_AIM OF THE TASK_
Exact copy without images: repeat every entry as written.

(Saved data entries)
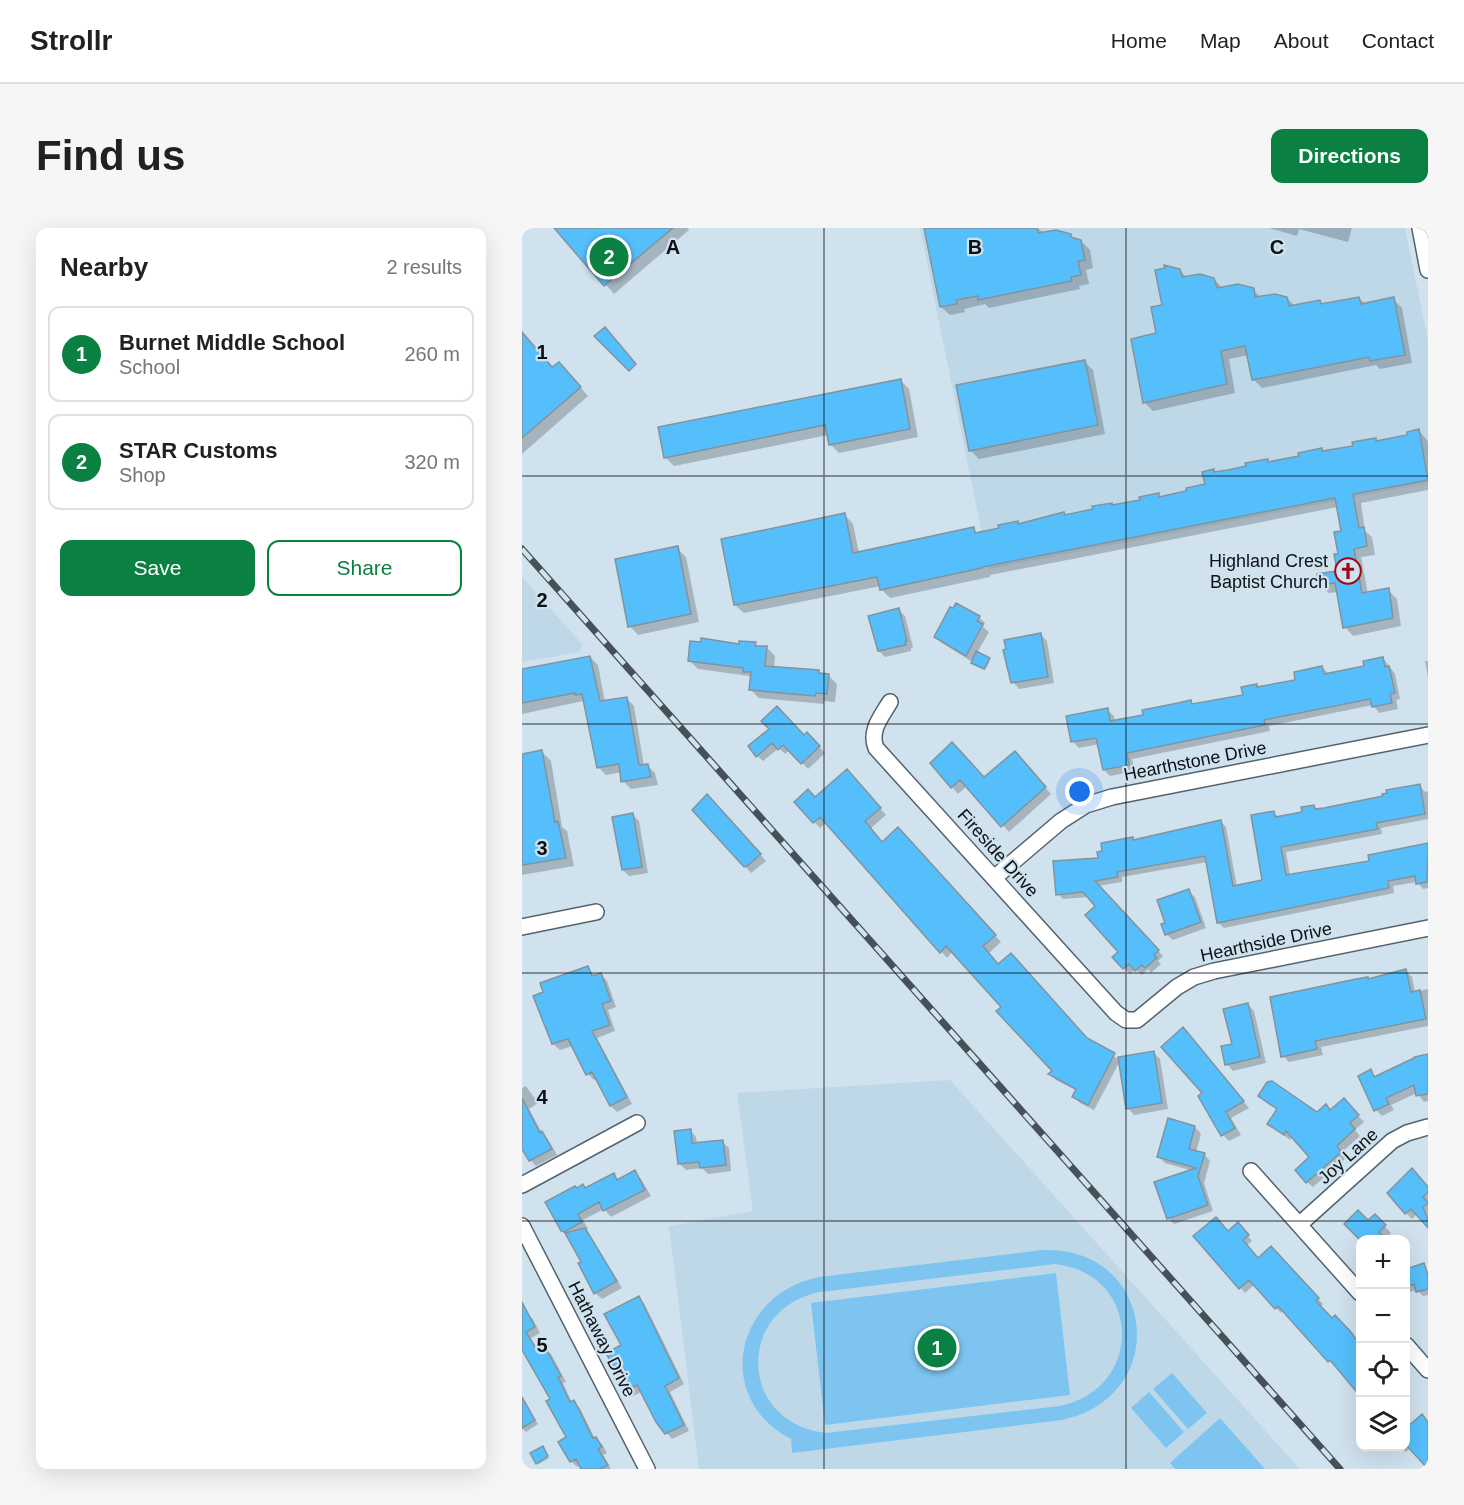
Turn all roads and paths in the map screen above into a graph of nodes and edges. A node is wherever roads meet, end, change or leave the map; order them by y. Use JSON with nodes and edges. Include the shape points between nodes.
{"nodes":[{"id":1,"x":1420,"y":228,"type":"edge"},
{"id":2,"x":1428,"y":270,"type":"edge"},
{"id":3,"x":890,"y":702,"type":"dead end"},
{"id":4,"x":1428,"y":735,"type":"edge"},
{"id":5,"x":994,"y":878,"type":"junction"},
{"id":6,"x":596,"y":912,"type":"dead end"},
{"id":7,"x":522,"y":927,"type":"edge"},
{"id":8,"x":1428,"y":928,"type":"edge"},
{"id":9,"x":1126,"y":1020,"type":"joint"},
{"id":10,"x":637,"y":1123,"type":"dead end"},
{"id":11,"x":1428,"y":1128,"type":"edge"},
{"id":12,"x":1251,"y":1171,"type":"dead end"},
{"id":13,"x":522,"y":1185,"type":"edge"},
{"id":14,"x":1300,"y":1224,"type":"junction"},
{"id":15,"x":522,"y":1226,"type":"edge"},
{"id":16,"x":1357,"y":1289,"type":"edge"},
{"id":17,"x":1410,"y":1347,"type":"edge"},
{"id":18,"x":1425,"y":1359,"type":"edge"},
{"id":19,"x":647,"y":1469,"type":"edge"}],
"edges":[{"from":1,"to":2,"type":"street"},
{"from":3,"to":5,"type":"street","name":"Fireside Drive","via":[[874,731],[876,748]]},
{"from":4,"to":5,"type":"street","name":"Hearthstone Drive","via":[[1086,805],[1061,821]]},
{"from":5,"to":9,"type":"street","name":"Fireside Drive"},
{"from":6,"to":7,"type":"street"},
{"from":8,"to":9,"type":"street","name":"Hearthside Drive","via":[[1194,977],[1137,1020]]},
{"from":10,"to":13,"type":"street"},
{"from":11,"to":14,"type":"street","name":"Joy Lane","via":[[1392,1141]]},
{"from":12,"to":14,"type":"street"},
{"from":14,"to":16,"type":"street"},
{"from":15,"to":19,"type":"street","name":"Hathaway Drive"},
{"from":17,"to":18,"type":"street"}]}
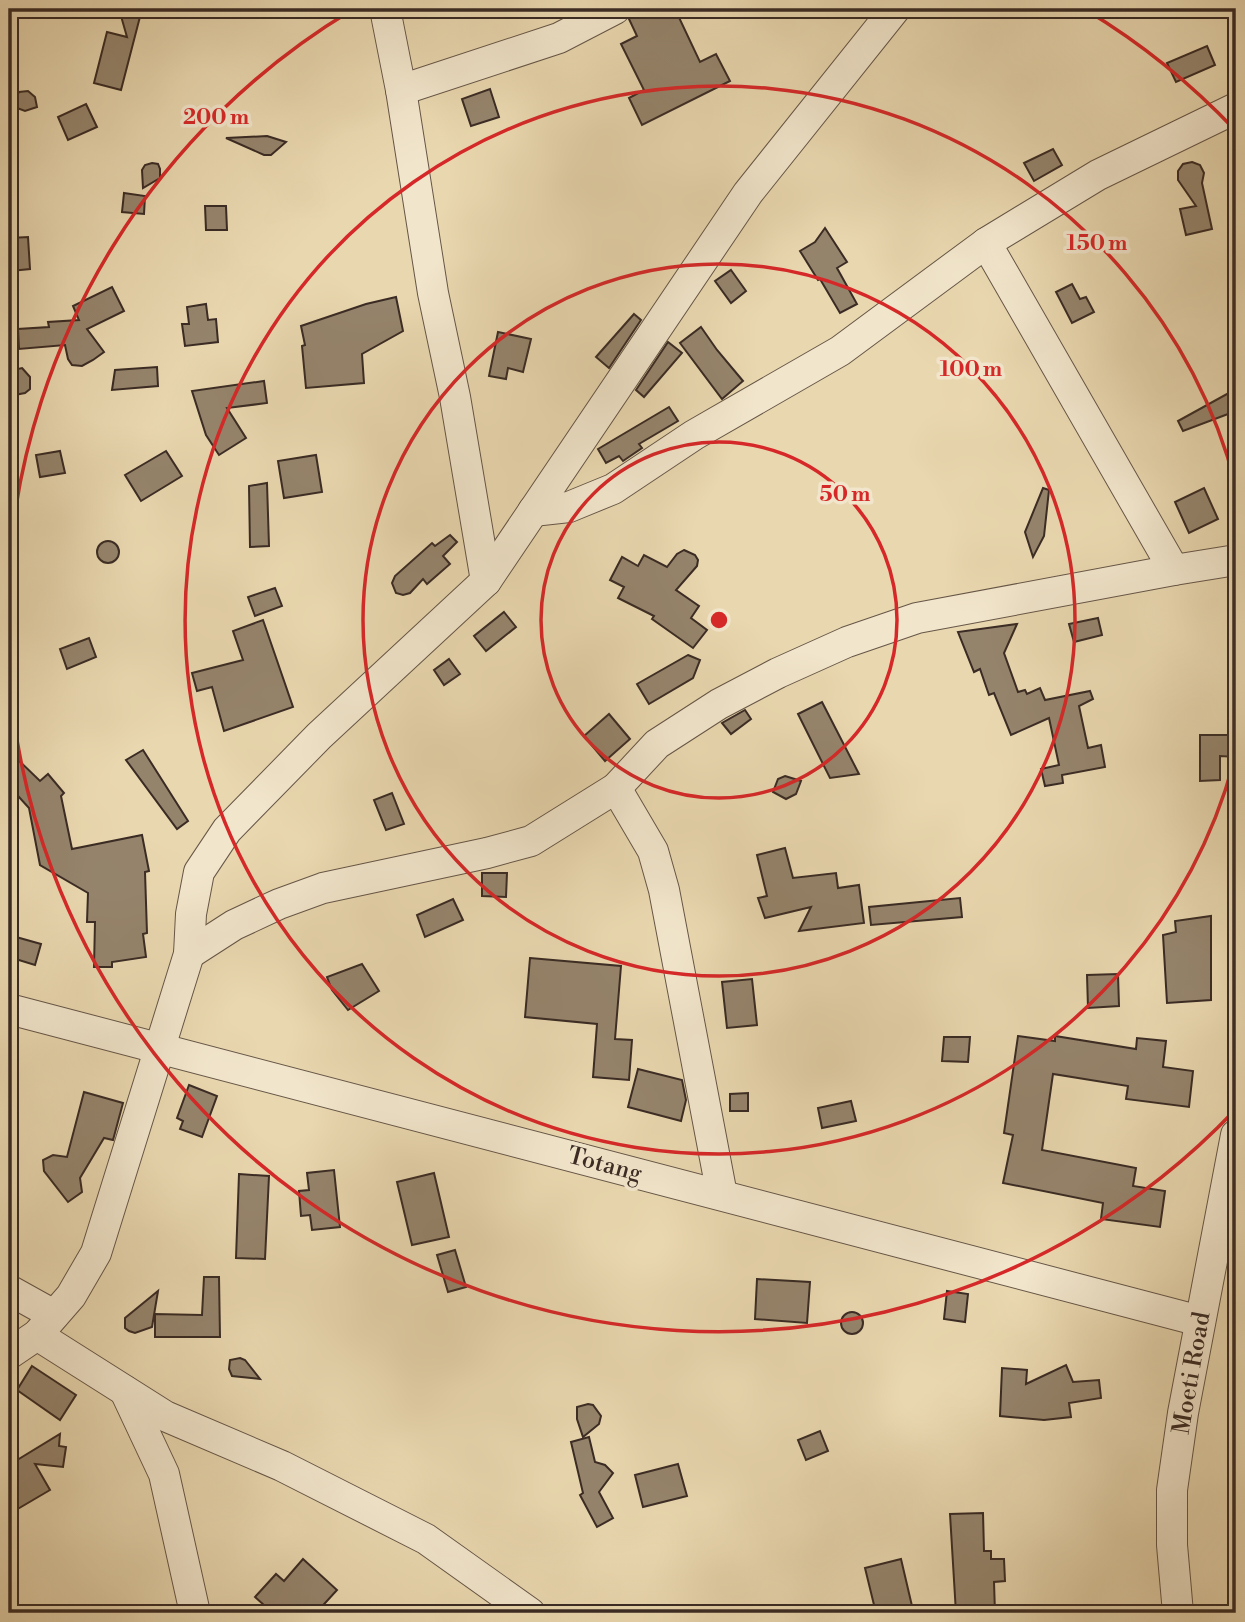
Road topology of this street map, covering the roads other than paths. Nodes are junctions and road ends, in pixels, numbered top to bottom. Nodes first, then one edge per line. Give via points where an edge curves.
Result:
1 (385, 9) edge
2 (615, 9) edge
3 (895, 9) edge
4 (401, 90) junction
5 (1236, 108) edge
6 (986, 243) junction
7 (533, 511) junction
8 (1236, 560) edge
9 (1174, 570) junction
10 (486, 581) junction
11 (616, 788) junction
12 (189, 954) junction
13 (9, 1009) edge
14 (160, 1047) junction
15 (1236, 1138) edge
16 (722, 1195) junction
17 (9, 1290) edge
18 (1200, 1321) junction
19 (46, 1325) junction
20 (9, 1354) edge
21 (125, 1390) junction
22 (195, 1613) edge
23 (530, 1613) edge
24 (1178, 1613) edge

1 - 4 street
2 - 4 street via 559,38
3 - 7 street via 748,193
4 - 10 street
5 - 6 street via 1098,175
6 - 7 street via 841,351 694,435 613,489 569,507
6 - 9 street
7 - 10 street
8 - 9 street
9 - 11 street via 917,618 847,642 719,704 657,744
10 - 12 street via 227,830 199,872
11 - 12 street via 531,841 323,888 234,925
11 - 16 street via 653,851 664,890
12 - 14 street
13 - 14 street, Totang
14 - 16 street, Totang
14 - 19 street via 96,1253 71,1296
15 - 18 street, Moeti Road
16 - 18 street, Totang
17 - 19 street
18 - 24 street, Moeti Road via 1172,1490
19 - 20 street
19 - 21 street
21 - 22 street via 164,1474
21 - 23 street via 165,1416 282,1466 426,1539

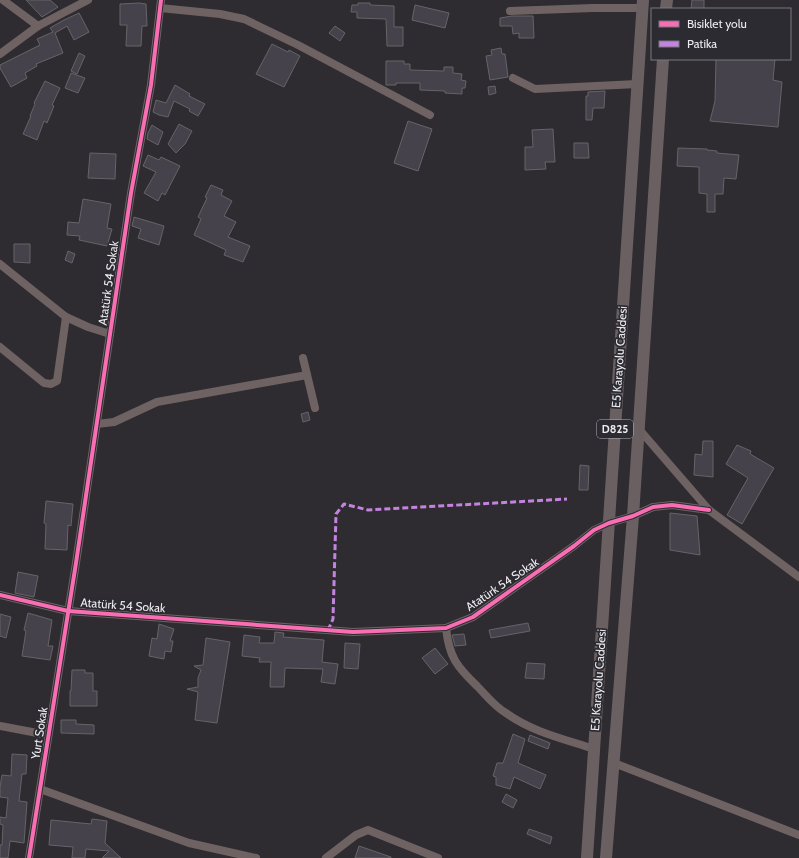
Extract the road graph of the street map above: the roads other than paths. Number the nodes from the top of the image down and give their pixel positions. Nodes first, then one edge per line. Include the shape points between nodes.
1 (2, 0) edge
2 (88, 0) edge
3 (160, 4) edge
4 (643, 4) edge
5 (510, 11) dead end
6 (38, 26) junction
7 (0, 54) edge
8 (663, 60) edge
9 (513, 78) dead end
10 (637, 84) junction
11 (430, 115) dead end
12 (0, 264) edge
13 (66, 317) junction
14 (110, 334) junction
15 (0, 347) edge
16 (303, 358) dead end
17 (308, 375) junction
18 (315, 408) dead end
19 (97, 424) junction
20 (638, 428) junction
21 (709, 510) junction
22 (632, 516) junction
23 (609, 523) junction
24 (799, 577) edge
25 (0, 595) edge
26 (68, 611) junction
27 (446, 628) junction
28 (0, 726) edge
29 (48, 735) junction
30 (594, 749) junction
31 (614, 763) junction
32 (40, 788) junction
33 (799, 835) edge
34 (29, 858) edge
35 (256, 858) edge
36 (326, 858) edge
37 (438, 858) edge
38 (586, 858) edge
39 (606, 858) edge

1 - 6 street
2 - 6 street
3 - 11 street via 244,19
3 - 14 street, Atatürk 54 Sokak via 152,85 131,193
4 - 5 street
4 - 10 highway, E5 Karayolu Caddesi / D825
6 - 7 street
8 - 20 highway, E5 Karayolu Caddesi / D825
9 - 10 street via 535,89
10 - 23 highway, E5 Karayolu Caddesi / D825
12 - 13 street
13 - 14 street
13 - 15 street via 57,382 44,383
14 - 19 street, Atatürk 54 Sokak
16 - 17 street
17 - 18 street
17 - 19 street via 157,402 114,422
19 - 26 street, Atatürk 54 Sokak
20 - 21 street, Atatürk 54 Sokak
20 - 22 highway, E5 Karayolu Caddesi / D825
21 - 22 street, Atatürk 54 Sokak via 672,505 653,506
21 - 24 street, Atatürk 54 Sokak
22 - 23 street, Atatürk 54 Sokak
22 - 31 highway, E5 Karayolu Caddesi / D825
23 - 27 street, Atatürk 54 Sokak via 594,530 473,617
23 - 30 highway, E5 Karayolu Caddesi / D825
25 - 26 street
26 - 27 street, Atatürk 54 Sokak via 353,632
26 - 29 street, Yurt Sokak
27 - 30 street via 450,650 458,666 495,705 535,730
28 - 29 street
29 - 32 street, Yurt Sokak
30 - 38 highway, E5 Karayolu Caddesi / D825
31 - 33 street
31 - 39 highway, E5 Karayolu Caddesi / D825
32 - 34 street, Yurt Sokak
32 - 35 street via 189,843
36 - 37 street via 356,834 368,830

_EXERCISE ANSWER_
Turn all roads and paths in the map screen above into a graph of nodes and edges. A node is wherever roads meet, end, change or leave the map; order them by y. Use JSON with nodes and edges. Include the shape points between nodes.
{"nodes":[{"id":1,"x":1420,"y":228,"type":"edge"},
{"id":2,"x":1428,"y":270,"type":"edge"},
{"id":3,"x":890,"y":702,"type":"dead end"},
{"id":4,"x":1428,"y":735,"type":"edge"},
{"id":5,"x":994,"y":878,"type":"junction"},
{"id":6,"x":596,"y":912,"type":"dead end"},
{"id":7,"x":522,"y":927,"type":"edge"},
{"id":8,"x":1428,"y":928,"type":"edge"},
{"id":9,"x":1126,"y":1020,"type":"joint"},
{"id":10,"x":637,"y":1123,"type":"dead end"},
{"id":11,"x":1428,"y":1128,"type":"edge"},
{"id":12,"x":1251,"y":1171,"type":"dead end"},
{"id":13,"x":522,"y":1185,"type":"edge"},
{"id":14,"x":1300,"y":1224,"type":"junction"},
{"id":15,"x":522,"y":1226,"type":"edge"},
{"id":16,"x":1357,"y":1289,"type":"edge"},
{"id":17,"x":1410,"y":1347,"type":"edge"},
{"id":18,"x":1425,"y":1359,"type":"edge"},
{"id":19,"x":647,"y":1469,"type":"edge"}],
"edges":[{"from":1,"to":2,"type":"street"},
{"from":3,"to":5,"type":"street","name":"Fireside Drive","via":[[874,731],[876,748]]},
{"from":4,"to":5,"type":"street","name":"Hearthstone Drive","via":[[1086,805],[1061,821]]},
{"from":5,"to":9,"type":"street","name":"Fireside Drive"},
{"from":6,"to":7,"type":"street"},
{"from":8,"to":9,"type":"street","name":"Hearthside Drive","via":[[1194,977],[1137,1020]]},
{"from":10,"to":13,"type":"street"},
{"from":11,"to":14,"type":"street","name":"Joy Lane","via":[[1392,1141]]},
{"from":12,"to":14,"type":"street"},
{"from":14,"to":16,"type":"street"},
{"from":15,"to":19,"type":"street","name":"Hathaway Drive"},
{"from":17,"to":18,"type":"street"}]}
Road topology of this street map, covering the roads other than paths. Nodes are junctions and road ends, in pixels, numbered top to bottom. Nodes first, then one edge per line. Give via points where an edge curves.
Result:
1 (385, 9) edge
2 (615, 9) edge
3 (895, 9) edge
4 (401, 90) junction
5 (1236, 108) edge
6 (986, 243) junction
7 (533, 511) junction
8 (1236, 560) edge
9 (1174, 570) junction
10 (486, 581) junction
11 (616, 788) junction
12 (189, 954) junction
13 (9, 1009) edge
14 (160, 1047) junction
15 (1236, 1138) edge
16 (722, 1195) junction
17 (9, 1290) edge
18 (1200, 1321) junction
19 (46, 1325) junction
20 (9, 1354) edge
21 (125, 1390) junction
22 (195, 1613) edge
23 (530, 1613) edge
24 (1178, 1613) edge

1 - 4 street
2 - 4 street via 559,38
3 - 7 street via 748,193
4 - 10 street
5 - 6 street via 1098,175
6 - 7 street via 841,351 694,435 613,489 569,507
6 - 9 street
7 - 10 street
8 - 9 street
9 - 11 street via 917,618 847,642 719,704 657,744
10 - 12 street via 227,830 199,872
11 - 12 street via 531,841 323,888 234,925
11 - 16 street via 653,851 664,890
12 - 14 street
13 - 14 street, Totang
14 - 16 street, Totang
14 - 19 street via 96,1253 71,1296
15 - 18 street, Moeti Road
16 - 18 street, Totang
17 - 19 street
18 - 24 street, Moeti Road via 1172,1490
19 - 20 street
19 - 21 street
21 - 22 street via 164,1474
21 - 23 street via 165,1416 282,1466 426,1539

Extract the road graph of the street map above: the roads other than paths. Number the nodes from the top of the image down and give their pixel positions. Nodes first, then one edge per line. Include the shape points between nodes.
1 (2, 0) edge
2 (88, 0) edge
3 (160, 4) edge
4 (643, 4) edge
5 (510, 11) dead end
6 (38, 26) junction
7 (0, 54) edge
8 (663, 60) edge
9 (513, 78) dead end
10 (637, 84) junction
11 (430, 115) dead end
12 (0, 264) edge
13 (66, 317) junction
14 (110, 334) junction
15 (0, 347) edge
16 (303, 358) dead end
17 (308, 375) junction
18 (315, 408) dead end
19 (97, 424) junction
20 (638, 428) junction
21 (709, 510) junction
22 (632, 516) junction
23 (609, 523) junction
24 (799, 577) edge
25 (0, 595) edge
26 (68, 611) junction
27 (446, 628) junction
28 (0, 726) edge
29 (48, 735) junction
30 (594, 749) junction
31 (614, 763) junction
32 (40, 788) junction
33 (799, 835) edge
34 (29, 858) edge
35 (256, 858) edge
36 (326, 858) edge
37 (438, 858) edge
38 (586, 858) edge
39 (606, 858) edge

1 - 6 street
2 - 6 street
3 - 11 street via 244,19
3 - 14 street, Atatürk 54 Sokak via 152,85 131,193
4 - 5 street
4 - 10 highway, E5 Karayolu Caddesi / D825
6 - 7 street
8 - 20 highway, E5 Karayolu Caddesi / D825
9 - 10 street via 535,89
10 - 23 highway, E5 Karayolu Caddesi / D825
12 - 13 street
13 - 14 street
13 - 15 street via 57,382 44,383
14 - 19 street, Atatürk 54 Sokak
16 - 17 street
17 - 18 street
17 - 19 street via 157,402 114,422
19 - 26 street, Atatürk 54 Sokak
20 - 21 street, Atatürk 54 Sokak
20 - 22 highway, E5 Karayolu Caddesi / D825
21 - 22 street, Atatürk 54 Sokak via 672,505 653,506
21 - 24 street, Atatürk 54 Sokak
22 - 23 street, Atatürk 54 Sokak
22 - 31 highway, E5 Karayolu Caddesi / D825
23 - 27 street, Atatürk 54 Sokak via 594,530 473,617
23 - 30 highway, E5 Karayolu Caddesi / D825
25 - 26 street
26 - 27 street, Atatürk 54 Sokak via 353,632
26 - 29 street, Yurt Sokak
27 - 30 street via 450,650 458,666 495,705 535,730
28 - 29 street
29 - 32 street, Yurt Sokak
30 - 38 highway, E5 Karayolu Caddesi / D825
31 - 33 street
31 - 39 highway, E5 Karayolu Caddesi / D825
32 - 34 street, Yurt Sokak
32 - 35 street via 189,843
36 - 37 street via 356,834 368,830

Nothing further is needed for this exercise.